### Work to be completed
Word for word, print out all of the data, omitting every image.

### Data entries

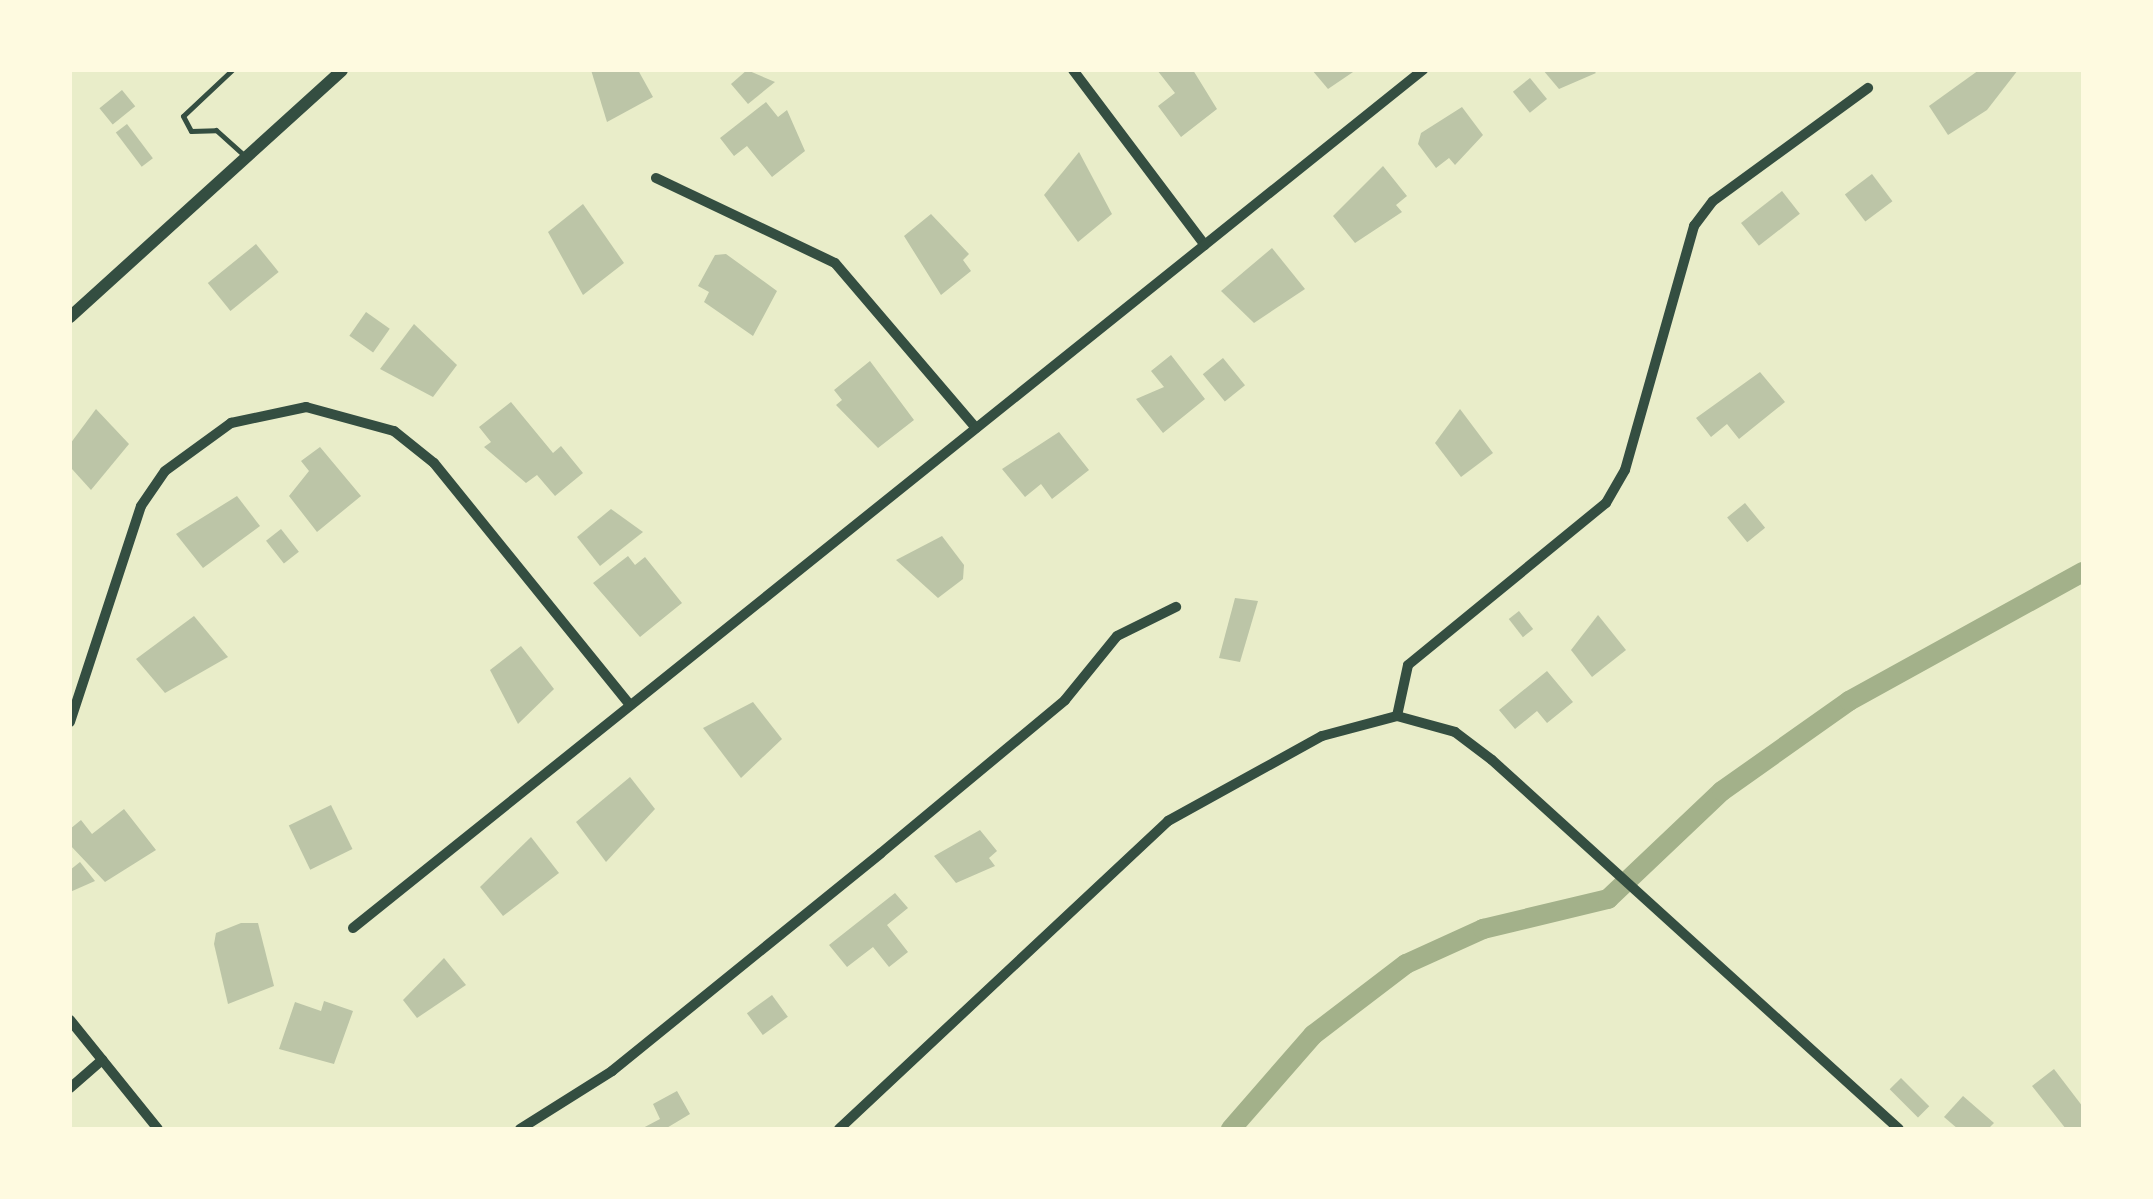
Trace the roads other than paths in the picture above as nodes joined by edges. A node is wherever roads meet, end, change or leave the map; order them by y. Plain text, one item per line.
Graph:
1 (232, 70) edge
2 (1072, 70) edge
3 (1423, 70) edge
4 (338, 71) edge
5 (1868, 88) dead end
6 (246, 157) junction
7 (656, 178) dead end
8 (1204, 245) junction
9 (70, 317) edge
10 (976, 428) junction
11 (1176, 607) dead end
12 (630, 705) junction
13 (1396, 716) junction
14 (70, 722) edge
15 (353, 928) dead end
16 (70, 1020) edge
17 (102, 1060) junction
18 (70, 1088) edge
19 (158, 1129) edge
20 (520, 1129) edge
21 (839, 1129) edge
22 (1899, 1129) edge

1 - 6 lane
2 - 8 street
3 - 8 street
4 - 6 street
5 - 13 street
6 - 9 street
7 - 10 street
8 - 10 street
10 - 12 street
11 - 20 street
12 - 14 street
12 - 15 street
13 - 21 street
13 - 22 street
16 - 17 street
17 - 18 street
17 - 19 street

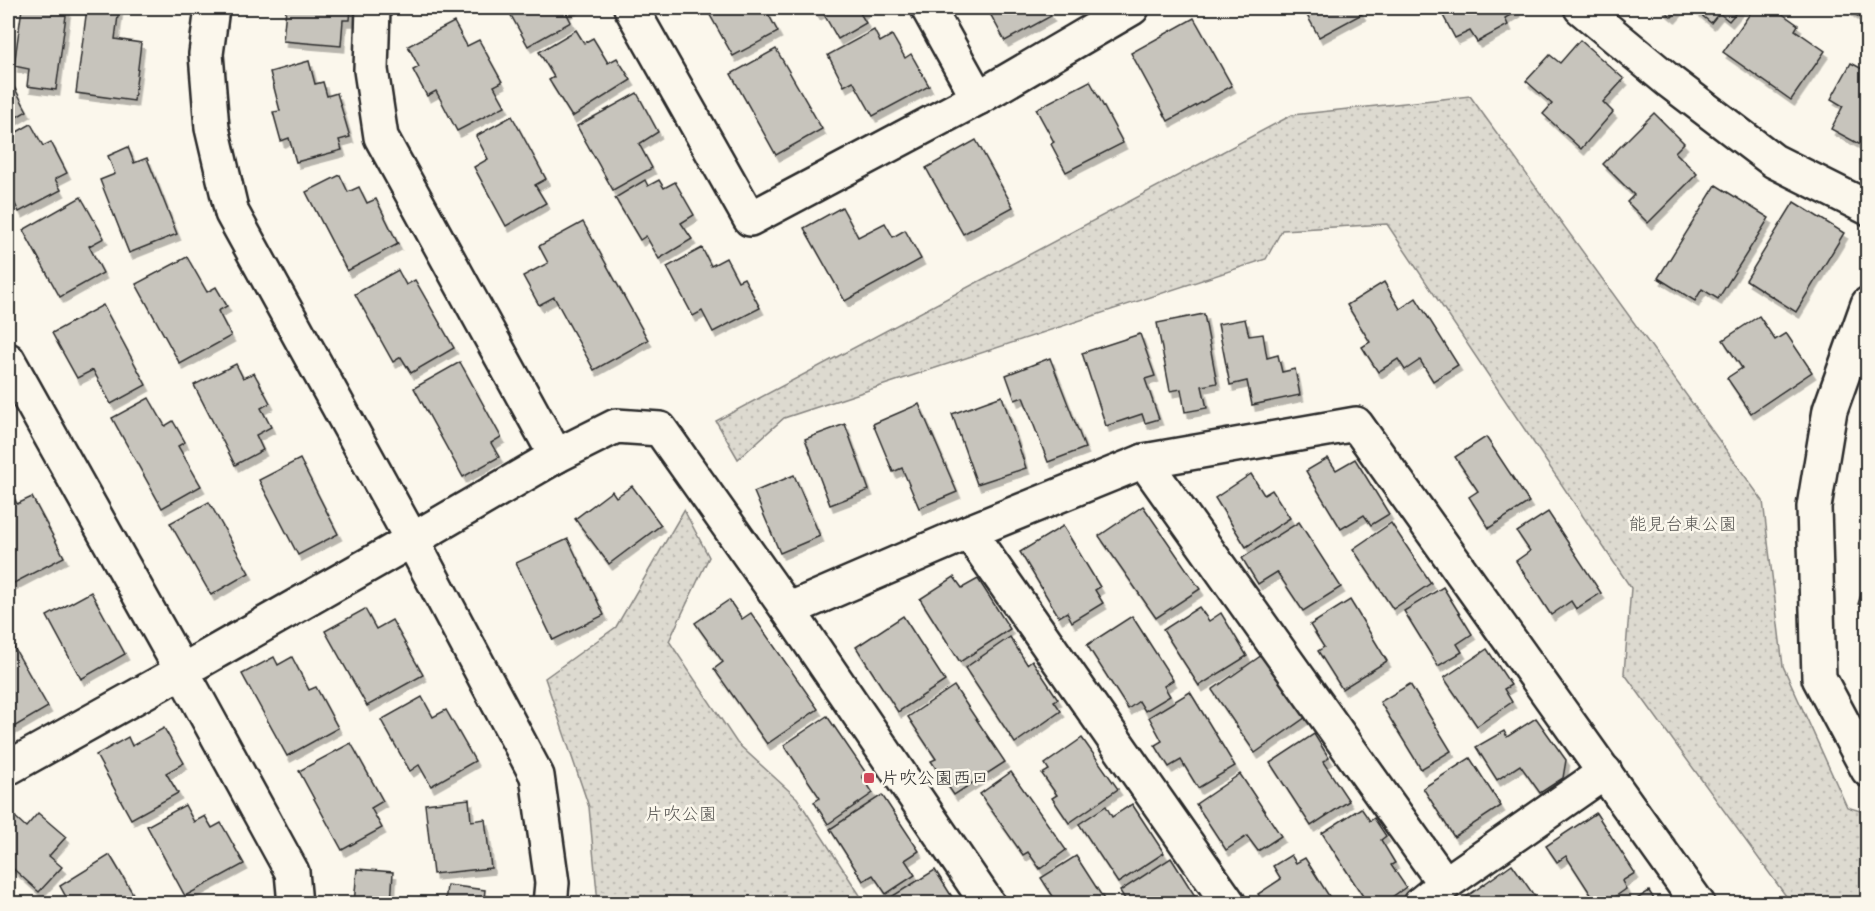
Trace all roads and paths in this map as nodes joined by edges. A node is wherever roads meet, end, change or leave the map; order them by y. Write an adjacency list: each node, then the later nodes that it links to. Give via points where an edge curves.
1 (212, 8): 14 (street, via 206,54 212,128 232,213)
2 (374, 8): 11 (street, via 370,70 381,137)
3 (631, 8): 7 (street, via 750,219)
4 (928, 8): 7 (street)
5 (1132, 8): 7 (street)
6 (1581, 8): 8 (street, via 1774,161)
7 (978, 98)
8 (1868, 208)
9 (1868, 304): 18 (street, via 1830,410 1814,507 1819,678)
10 (8, 360): 16 (street)
11 (556, 456): 14 (street); 15 (street, via 616,426 660,429)
12 (1144, 460): 13 (street); 19 (street, via 1356,424); 20 (street)
13 (969, 532): 15 (street); 24 (street)
14 (412, 540): 16 (street); 22 (street, via 537,777 552,883)
15 (788, 610): 23 (street)
16 (182, 671): 17 (street); 21 (street, via 292,872)
17 (8, 768)
18 (1868, 770)
19 (1605, 772): 20 (street); 26 (street)
20 (1445, 884): 25 (street)
21 (295, 903)
22 (550, 903)
23 (988, 903)
24 (1229, 903)
25 (1420, 903)
26 (1698, 903)

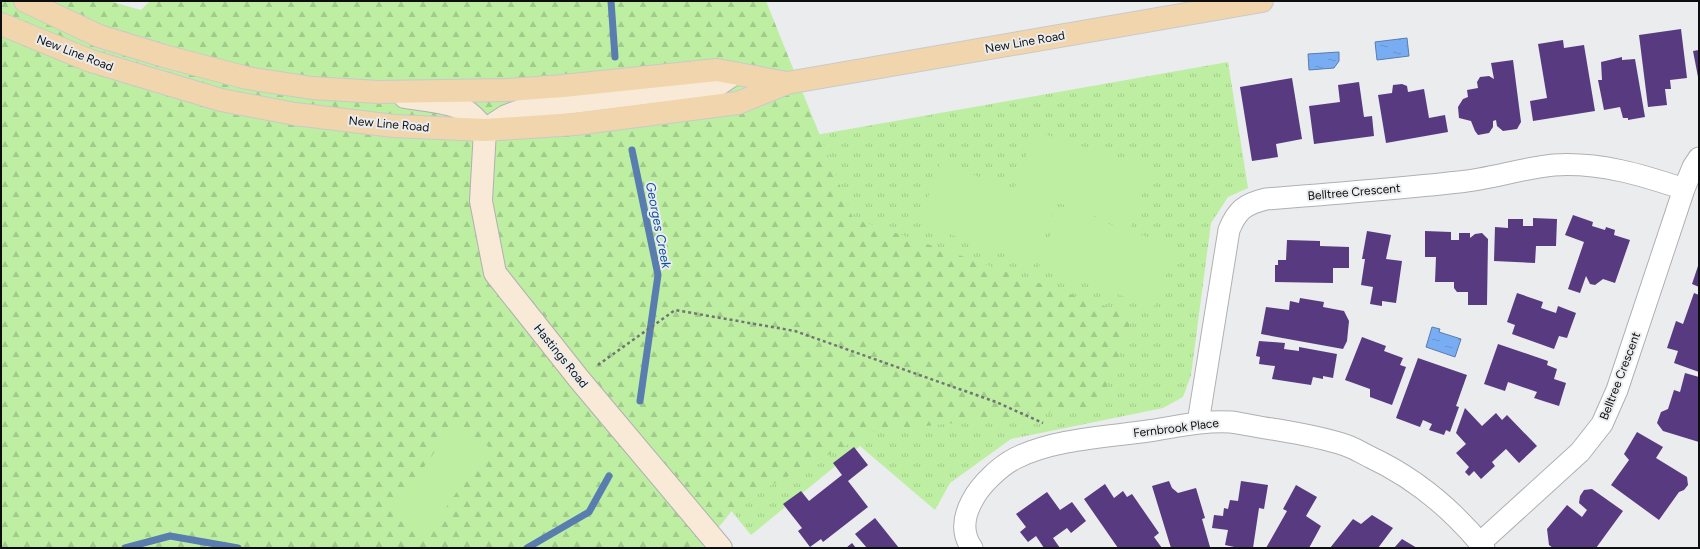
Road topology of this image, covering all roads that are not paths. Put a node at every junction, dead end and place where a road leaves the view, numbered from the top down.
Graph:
1 (25, 1) edge
2 (1262, 1) edge
3 (1, 24) edge
4 (734, 74) junction
5 (787, 83) junction
6 (378, 92) junction
7 (485, 130) junction
8 (1699, 158) edge
9 (1684, 189) junction
10 (1198, 423) junction
11 (1482, 545) edge
12 (721, 548) edge
13 (972, 548) edge

1 - 6 main road, New Line Road
2 - 5 main road, New Line Road
3 - 7 main road, New Line Road
4 - 5 main road, New Line Road
4 - 6 main road, New Line Road
4 - 7 main road
5 - 7 main road, New Line Road
6 - 7 main road
7 - 12 main road, Hastings Road
8 - 9 street, Belltree Crescent
9 - 10 street, Belltree Crescent
9 - 11 street, Belltree Crescent
10 - 11 street, Fernbrook Place
10 - 13 street, Fernbrook Place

### Written reply
Trace the roads other than paths in the picture above as nodes joined by edges. A node is wherever roads meet, end, change or leave the map; order them by y. Plain text, one item per line.
Graph:
1 (232, 70) edge
2 (1072, 70) edge
3 (1423, 70) edge
4 (338, 71) edge
5 (1868, 88) dead end
6 (246, 157) junction
7 (656, 178) dead end
8 (1204, 245) junction
9 (70, 317) edge
10 (976, 428) junction
11 (1176, 607) dead end
12 (630, 705) junction
13 (1396, 716) junction
14 (70, 722) edge
15 (353, 928) dead end
16 (70, 1020) edge
17 (102, 1060) junction
18 (70, 1088) edge
19 (158, 1129) edge
20 (520, 1129) edge
21 (839, 1129) edge
22 (1899, 1129) edge

1 - 6 lane
2 - 8 street
3 - 8 street
4 - 6 street
5 - 13 street
6 - 9 street
7 - 10 street
8 - 10 street
10 - 12 street
11 - 20 street
12 - 14 street
12 - 15 street
13 - 21 street
13 - 22 street
16 - 17 street
17 - 18 street
17 - 19 street

Trace all roads and paths in this map as nodes joined by edges. A node is wherever roads meet, end, change or leave the map; order them by y. Write an adjacency list: each node, then the later nodes that it links to. Give via points where an edge curves.
1 (212, 8): 14 (street, via 206,54 212,128 232,213)
2 (374, 8): 11 (street, via 370,70 381,137)
3 (631, 8): 7 (street, via 750,219)
4 (928, 8): 7 (street)
5 (1132, 8): 7 (street)
6 (1581, 8): 8 (street, via 1774,161)
7 (978, 98)
8 (1868, 208)
9 (1868, 304): 18 (street, via 1830,410 1814,507 1819,678)
10 (8, 360): 16 (street)
11 (556, 456): 14 (street); 15 (street, via 616,426 660,429)
12 (1144, 460): 13 (street); 19 (street, via 1356,424); 20 (street)
13 (969, 532): 15 (street); 24 (street)
14 (412, 540): 16 (street); 22 (street, via 537,777 552,883)
15 (788, 610): 23 (street)
16 (182, 671): 17 (street); 21 (street, via 292,872)
17 (8, 768)
18 (1868, 770)
19 (1605, 772): 20 (street); 26 (street)
20 (1445, 884): 25 (street)
21 (295, 903)
22 (550, 903)
23 (988, 903)
24 (1229, 903)
25 (1420, 903)
26 (1698, 903)

Road topology of this image, covering all roads that are not paths. Put a node at every junction, dead end and place where a road leaves the view, numbered from the top down.
Graph:
1 (25, 1) edge
2 (1262, 1) edge
3 (1, 24) edge
4 (734, 74) junction
5 (787, 83) junction
6 (378, 92) junction
7 (485, 130) junction
8 (1699, 158) edge
9 (1684, 189) junction
10 (1198, 423) junction
11 (1482, 545) edge
12 (721, 548) edge
13 (972, 548) edge

1 - 6 main road, New Line Road
2 - 5 main road, New Line Road
3 - 7 main road, New Line Road
4 - 5 main road, New Line Road
4 - 6 main road, New Line Road
4 - 7 main road
5 - 7 main road, New Line Road
6 - 7 main road
7 - 12 main road, Hastings Road
8 - 9 street, Belltree Crescent
9 - 10 street, Belltree Crescent
9 - 11 street, Belltree Crescent
10 - 11 street, Fernbrook Place
10 - 13 street, Fernbrook Place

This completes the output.